START Material for the task

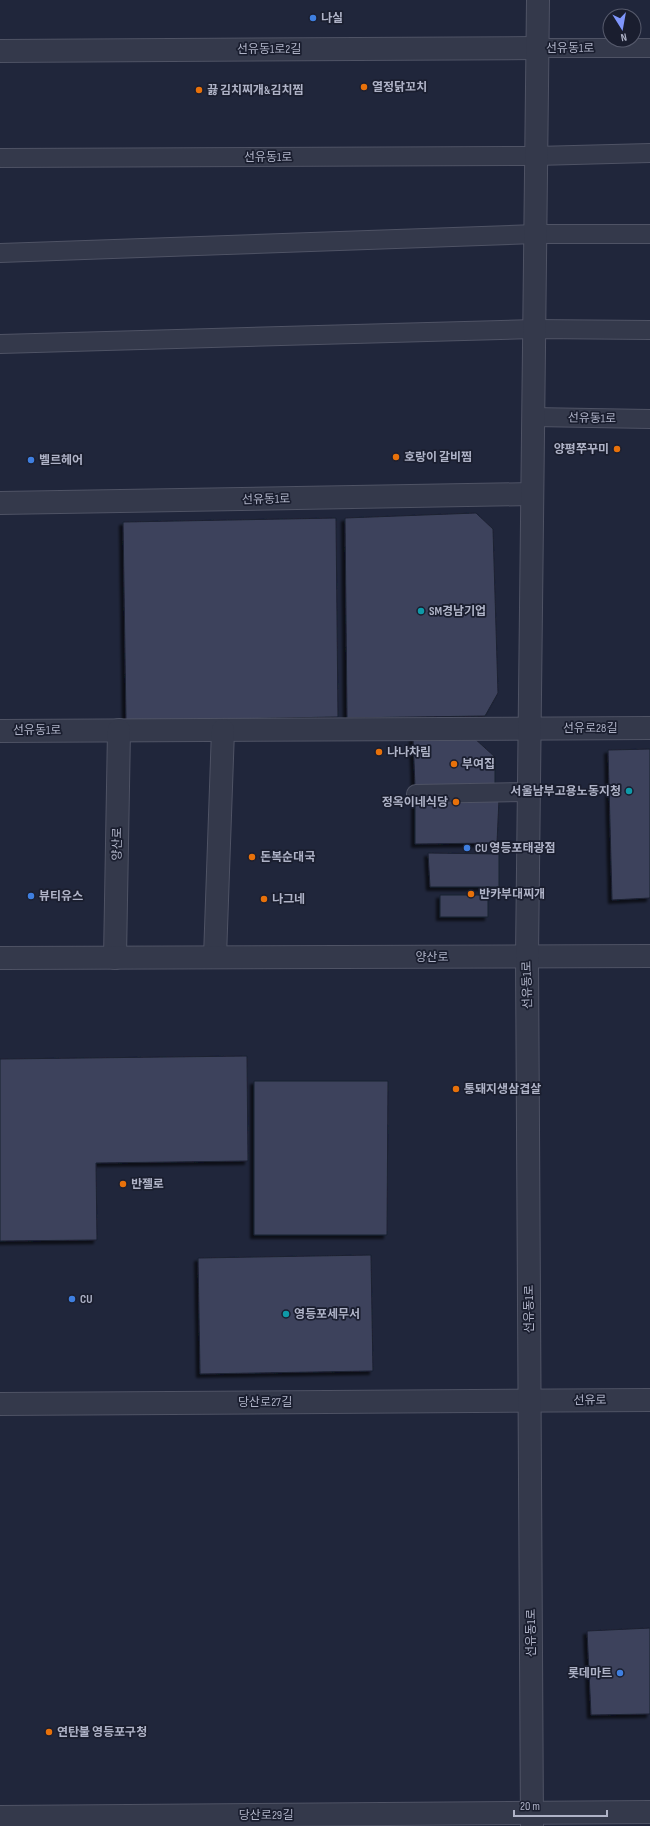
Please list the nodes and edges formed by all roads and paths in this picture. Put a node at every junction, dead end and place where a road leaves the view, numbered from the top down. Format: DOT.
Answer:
graph roads {
  1 [pos="538,0"];
  2 [pos="537,48"];
  3 [pos="650,48"];
  4 [pos="0,51"];
  5 [pos="650,154"];
  6 [pos="536,156"];
  7 [pos="0,158"];
  8 [pos="535,234"];
  9 [pos="650,234"];
  10 [pos="0,253"];
  11 [pos="534,329"];
  12 [pos="650,330"];
  13 [pos="0,344"];
  14 [pos="533,417"];
  15 [pos="650,419"];
  16 [pos="532,494"];
  17 [pos="0,503"];
  18 [pos="530,728"];
  19 [pos="650,728"];
  20 [pos="119,730"];
  21 [pos="223,730"];
  22 [pos="0,731"];
  23 [pos="529,792"];
  24 [pos="416,794"];
  25 [pos="527,956"];
  26 [pos="650,956"];
  27 [pos="215,957"];
  28 [pos="0,958"];
  29 [pos="115,958"];
  30 [pos="650,1400"];
  31 [pos="530,1401"];
  32 [pos="0,1404"];
  33 [pos="650,1812"];
  34 [pos="0,1817"];
  35 [pos="532,1819"];
  1 -- 2 [label="street, 선유동1로"];
  2 -- 3 [label="lane, 선유동1로"];
  2 -- 4 [label="street, 선유동1로2길"];
  2 -- 6 [label="street, 선유동1로"];
  5 -- 6 [label="lane, 선유동1로"];
  6 -- 7 [label="lane, 선유동1로"];
  6 -- 8 [label="street, 선유동1로"];
  8 -- 9 [label="lane"];
  8 -- 10 [label="lane"];
  8 -- 11 [label="street, 선유동1로"];
  11 -- 12 [label="lane"];
  11 -- 13 [label="lane"];
  11 -- 14 [label="street, 선유동1로"];
  14 -- 15 [label="lane, 선유동1로"];
  14 -- 16 [label="street, 선유동1로"];
  16 -- 17 [label="street, 선유동1로"];
  16 -- 18 [label="street, 선유동1로"];
  18 -- 19 [label="street, 선유로28길"];
  18 -- 21 [label="street, 선유동1로"];
  18 -- 23 [label="street, 선유동1로"];
  20 -- 21 [label="street, 선유동1로"];
  20 -- 22 [label="street, 선유동1로"];
  20 -- 29 [label="street, 양산로"];
  21 -- 27 [label="street"];
  23 -- 24 [label="lane"];
  23 -- 25 [label="street, 선유동1로"];
  25 -- 26 [label="street, 양산로"];
  25 -- 27 [label="street, 양산로"];
  25 -- 31 [label="street, 선유동1로"];
  27 -- 29 [label="street, 양산로"];
  28 -- 29 [label="street, 양산로"];
  30 -- 31 [label="street, 선유로"];
  31 -- 32 [label="street, 당산로27길"];
  31 -- 35 [label="street, 선유동1로"];
  33 -- 35 [label="street"];
  34 -- 35 [label="street, 당산로29길"];
}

END Material for the task

### Problem requirements
What is needed is every line of the records above that contains the word "lane".

### Solution to this task
  2 -- 3 [label="lane, 선유동1로"];
  5 -- 6 [label="lane, 선유동1로"];
  6 -- 7 [label="lane, 선유동1로"];
  8 -- 9 [label="lane"];
  8 -- 10 [label="lane"];
  11 -- 12 [label="lane"];
  11 -- 13 [label="lane"];
  14 -- 15 [label="lane, 선유동1로"];
  23 -- 24 [label="lane"];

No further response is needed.